◆ Exercise aim ◆
Transcribe every entry exactly; the images stay out.

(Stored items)

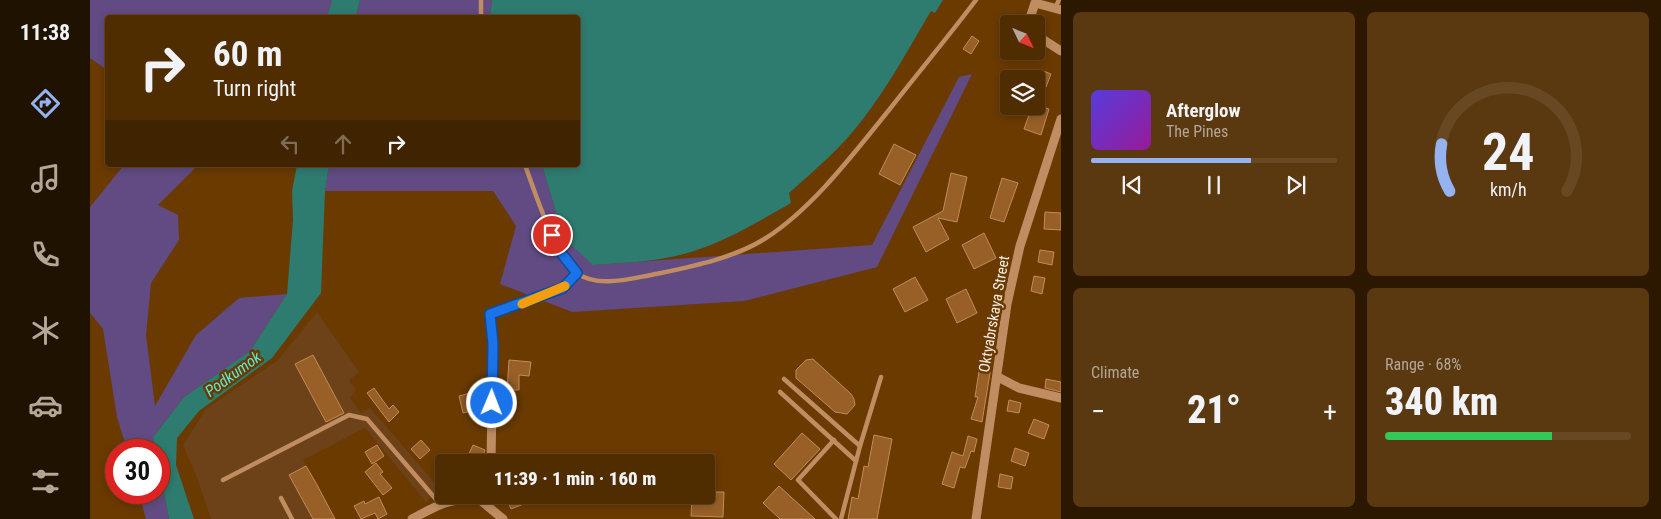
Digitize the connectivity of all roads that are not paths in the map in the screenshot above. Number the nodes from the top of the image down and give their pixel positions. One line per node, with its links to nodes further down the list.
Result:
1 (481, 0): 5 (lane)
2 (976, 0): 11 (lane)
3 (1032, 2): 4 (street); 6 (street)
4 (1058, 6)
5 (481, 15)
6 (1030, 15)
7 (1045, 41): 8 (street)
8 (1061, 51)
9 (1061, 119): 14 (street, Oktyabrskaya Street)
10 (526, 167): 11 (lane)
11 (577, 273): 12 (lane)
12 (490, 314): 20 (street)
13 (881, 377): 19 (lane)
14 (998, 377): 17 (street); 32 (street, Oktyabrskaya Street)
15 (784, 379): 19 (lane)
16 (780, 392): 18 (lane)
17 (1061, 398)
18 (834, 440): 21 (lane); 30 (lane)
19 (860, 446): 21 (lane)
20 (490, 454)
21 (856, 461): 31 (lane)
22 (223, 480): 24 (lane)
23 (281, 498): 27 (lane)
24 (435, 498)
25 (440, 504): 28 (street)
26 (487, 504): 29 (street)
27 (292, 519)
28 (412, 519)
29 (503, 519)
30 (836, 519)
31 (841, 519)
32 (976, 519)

◆ Exercise solution ◆
Digitize the connectivity of all roads that are not paths in the map in the screenshot above. Number the nodes from the top of the image down and give their pixel positions. One line per node, with its links to nodes further down the list.
Result:
1 (481, 0): 5 (lane)
2 (976, 0): 11 (lane)
3 (1032, 2): 4 (street); 6 (street)
4 (1058, 6)
5 (481, 15)
6 (1030, 15)
7 (1045, 41): 8 (street)
8 (1061, 51)
9 (1061, 119): 14 (street, Oktyabrskaya Street)
10 (526, 167): 11 (lane)
11 (577, 273): 12 (lane)
12 (490, 314): 20 (street)
13 (881, 377): 19 (lane)
14 (998, 377): 17 (street); 32 (street, Oktyabrskaya Street)
15 (784, 379): 19 (lane)
16 (780, 392): 18 (lane)
17 (1061, 398)
18 (834, 440): 21 (lane); 30 (lane)
19 (860, 446): 21 (lane)
20 (490, 454)
21 (856, 461): 31 (lane)
22 (223, 480): 24 (lane)
23 (281, 498): 27 (lane)
24 (435, 498)
25 (440, 504): 28 (street)
26 (487, 504): 29 (street)
27 (292, 519)
28 (412, 519)
29 (503, 519)
30 (836, 519)
31 (841, 519)
32 (976, 519)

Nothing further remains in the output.